该资料馆位于一个陡峭的山坡上,由一家中国餐馆改造而成,带有很明显的手工风格。除了朝鲜幸存者的照片以及朝鲜劳工所住拥挤宿舍的复制品,资料馆还陈列着大量与南京大屠杀以及731部队行径有关的令人不安的照片。731部队是日本设在中国的一个生化武器研究机构,日本科学家曾在那里做人体实验。

Toshiaki Shibata, the former secretary general of the Masaharu Oka museum and the son of two bomb survivors, said he was glad Mr. Obama would not visit Nagasaki. Mr. Shibata, 65, whose dyed lavender hair gives him an impish air, contends that Mr. Obama’s visit is aimed at bolstering Mr. Abe’s efforts to change the Constitution and draw Japan into war.
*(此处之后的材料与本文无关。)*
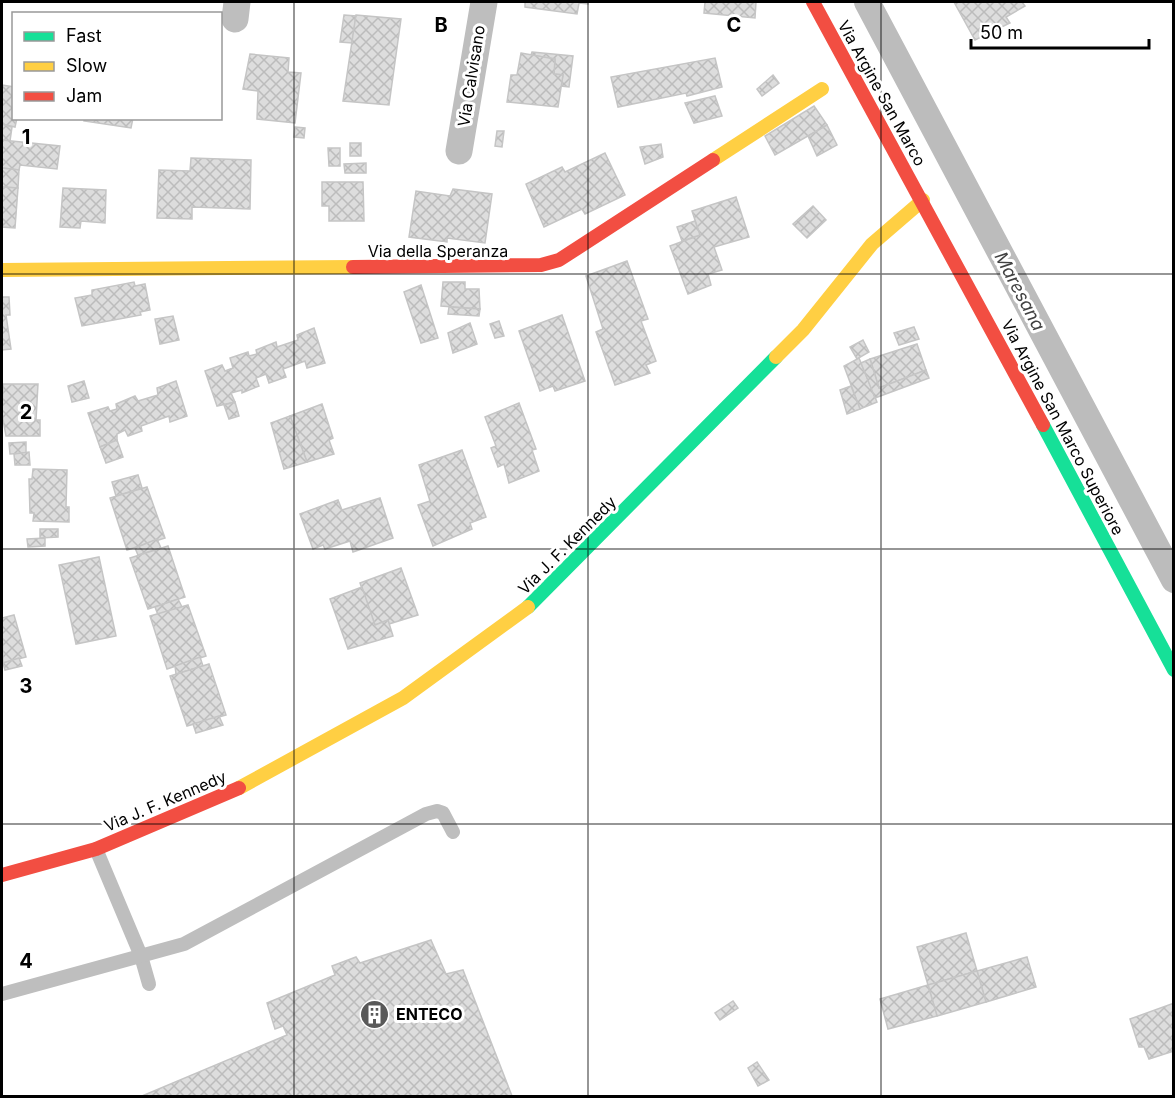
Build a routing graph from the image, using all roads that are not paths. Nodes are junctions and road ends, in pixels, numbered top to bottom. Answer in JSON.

冈正治和平资料馆前秘书长柴田俊明(Toshiaki Shibata,音)的双亲都是原爆幸存者,他说奥巴马不来长崎反而让他感到高兴。柴田俊明今年65岁,染成淡紫色的头发给他增加了一丝顽皮的气息。他认为奥巴马此行是为了给鼓吹修宪,试图把日本拖入战争的安倍提供支持。

“It would be better if he doesn’t come here,” Mr. Shibata said.

“他不到这儿来还好点儿,”柴田俊明说。

Yoshitoshi Fukahori, 87, a bomb survivor, said he did not quite understand the fuss about the president’s visit. While he welcomes it, and hopes Mr. Obama will speak of a nuclear-free world, he said he was not expecting much. A visit to Nagasaki, he said, is not necessary.

87岁的原爆幸存者深堀芳年(Yoshitoshi Fukahori,音)说,他不明白为什么奥巴马来访会搅起这么多波澜。虽然他对此次访问表示欢迎,而且希望奥巴马能谈及无核世界的话题,但他说自己不抱太多期望。没必要来长崎,他说。

“After long experience, I see people get their hopes up, and then are disappointed,” he said. “So I don’t want to put too much stock in words.”

“这么长时间过去,我看到人们燃起希望,然后又感到失望,”他说。“所以我不太看重口头上的那一套。”